Wenn ich nun Ohrringe aus Fairtrade-Gold kaufe oder anfertigen lasse - was bringt das dem Minenarbeiter oder Schürfer konkret?

Nur Gold, bei dem die Sicherheits- und Sozialstandards eingehalten werden, erhält unser Siegel. Keine illegale Kinderarbeit, bezahlte Überstunden - Bedingungen, die jedem Arbeiter zugutekommen. Die Kooperative erhält für ihr Gold 95 Prozent des Weltmarktpreises und eine Prämie. Darüber hinaus schulen lokale Berater vor Ort. Und Sie als Kunde können die Lieferkette Ihres Schmucks zurückverfolgen.

Über den Juwelier, bei dem ich kaufe?

Ja, aber Sie müssen aktiv nachfragen.
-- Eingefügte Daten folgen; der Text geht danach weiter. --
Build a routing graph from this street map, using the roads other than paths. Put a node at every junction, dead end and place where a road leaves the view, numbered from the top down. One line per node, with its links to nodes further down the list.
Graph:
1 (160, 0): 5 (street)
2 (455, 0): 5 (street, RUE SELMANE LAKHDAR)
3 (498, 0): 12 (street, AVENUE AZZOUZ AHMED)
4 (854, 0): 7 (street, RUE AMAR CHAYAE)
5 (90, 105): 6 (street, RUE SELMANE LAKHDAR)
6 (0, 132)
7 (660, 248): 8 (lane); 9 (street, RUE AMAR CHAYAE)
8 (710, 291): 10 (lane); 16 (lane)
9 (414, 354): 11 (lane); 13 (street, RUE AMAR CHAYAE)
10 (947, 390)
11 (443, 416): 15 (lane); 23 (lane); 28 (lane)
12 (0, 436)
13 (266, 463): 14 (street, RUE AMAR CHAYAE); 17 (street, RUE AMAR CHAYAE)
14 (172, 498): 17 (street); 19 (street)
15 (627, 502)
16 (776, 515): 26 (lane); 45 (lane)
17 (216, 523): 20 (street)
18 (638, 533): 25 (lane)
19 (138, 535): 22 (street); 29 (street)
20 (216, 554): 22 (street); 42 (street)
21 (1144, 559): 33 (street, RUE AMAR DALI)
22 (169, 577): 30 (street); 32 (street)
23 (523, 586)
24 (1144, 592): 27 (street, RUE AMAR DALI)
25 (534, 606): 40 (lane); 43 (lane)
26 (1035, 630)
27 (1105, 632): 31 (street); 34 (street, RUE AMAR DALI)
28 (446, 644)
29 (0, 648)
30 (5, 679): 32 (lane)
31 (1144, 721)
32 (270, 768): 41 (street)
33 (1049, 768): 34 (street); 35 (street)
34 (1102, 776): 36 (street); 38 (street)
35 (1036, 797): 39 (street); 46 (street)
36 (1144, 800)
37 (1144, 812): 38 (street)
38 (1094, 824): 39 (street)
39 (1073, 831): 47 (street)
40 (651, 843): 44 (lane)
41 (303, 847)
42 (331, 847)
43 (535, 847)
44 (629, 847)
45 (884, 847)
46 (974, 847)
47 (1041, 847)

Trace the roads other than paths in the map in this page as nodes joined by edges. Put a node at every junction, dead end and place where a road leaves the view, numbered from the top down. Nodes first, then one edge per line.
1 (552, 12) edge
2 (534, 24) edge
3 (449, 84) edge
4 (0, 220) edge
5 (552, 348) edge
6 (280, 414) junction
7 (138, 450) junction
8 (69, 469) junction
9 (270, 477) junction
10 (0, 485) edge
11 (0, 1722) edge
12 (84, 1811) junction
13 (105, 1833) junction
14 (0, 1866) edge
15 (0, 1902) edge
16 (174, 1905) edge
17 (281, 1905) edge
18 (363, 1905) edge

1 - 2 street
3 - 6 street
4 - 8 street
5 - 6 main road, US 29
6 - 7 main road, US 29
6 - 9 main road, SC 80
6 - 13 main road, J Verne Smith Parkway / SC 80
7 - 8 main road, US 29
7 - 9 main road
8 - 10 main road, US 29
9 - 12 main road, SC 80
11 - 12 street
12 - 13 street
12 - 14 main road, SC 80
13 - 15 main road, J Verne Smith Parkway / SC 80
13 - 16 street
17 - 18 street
Wir möchten erreichen, dass die Lieferkette mit Zwischenhändlern, die am Gold verdienen, möglichst kurz ist. Ein Juwelier kauft ja kein Nugget ein, sondern Platten oder Stäbe, die er weiterverarbeitet. Und die kommen aus den sogenannten Scheideanstalten, die das Rohgold veredeln. Leider gibt es bisher keine deutsche Scheideanstalt, die Fairtrade-Gold anbietet. Wir hoffen, dass wir die Lücke bald schließen können. Bisher müssen Juweliere Fairtrade-Gold im Ausland kaufen, in der Schweiz oder den Niederlanden. Das ist leider ein bürokratischer Mehraufwand.

Kann Ihre Initiative denn die unsauberen Geschäfte mit Gold verändern?

Uns ist bewusst, dass unsere Maßnahmen nur einen Ausschnitt der Goldproduktion betreffen. In Afrika durchpflügen Maschinen ganze Landschaften, da wächst nichts mehr danach. Und die wirtschaftlichen Kräfte, die an diesen Strukturen ziehen, sind enorm. Umso wichtiger ist es, dass die EU bei sogenannten Konfliktrohstoffen wie Gold und Diamanten wirksam reagiert. Es geht nicht nur um Naturschutz. In afrikanischen Krisenregionen werden Kriege damit finanziert.

Warum fällt es leichter, Fairtrade-Kaffee zu kaufen als Fairtrade-Gold?

Ich denke, das hat mit dem Luxusprodukt zu tun. In beiden Fällen ist der Preis im Vergleich zu konventioneller Ware höher. Aber bei Gold geht es um Emotionen. Man beschäftigt sich mit der Schönheit eines Armbands, bei Trauringen mit dem Eheglück - und nicht so gerne mit der Schattenseite der Goldgewinnung.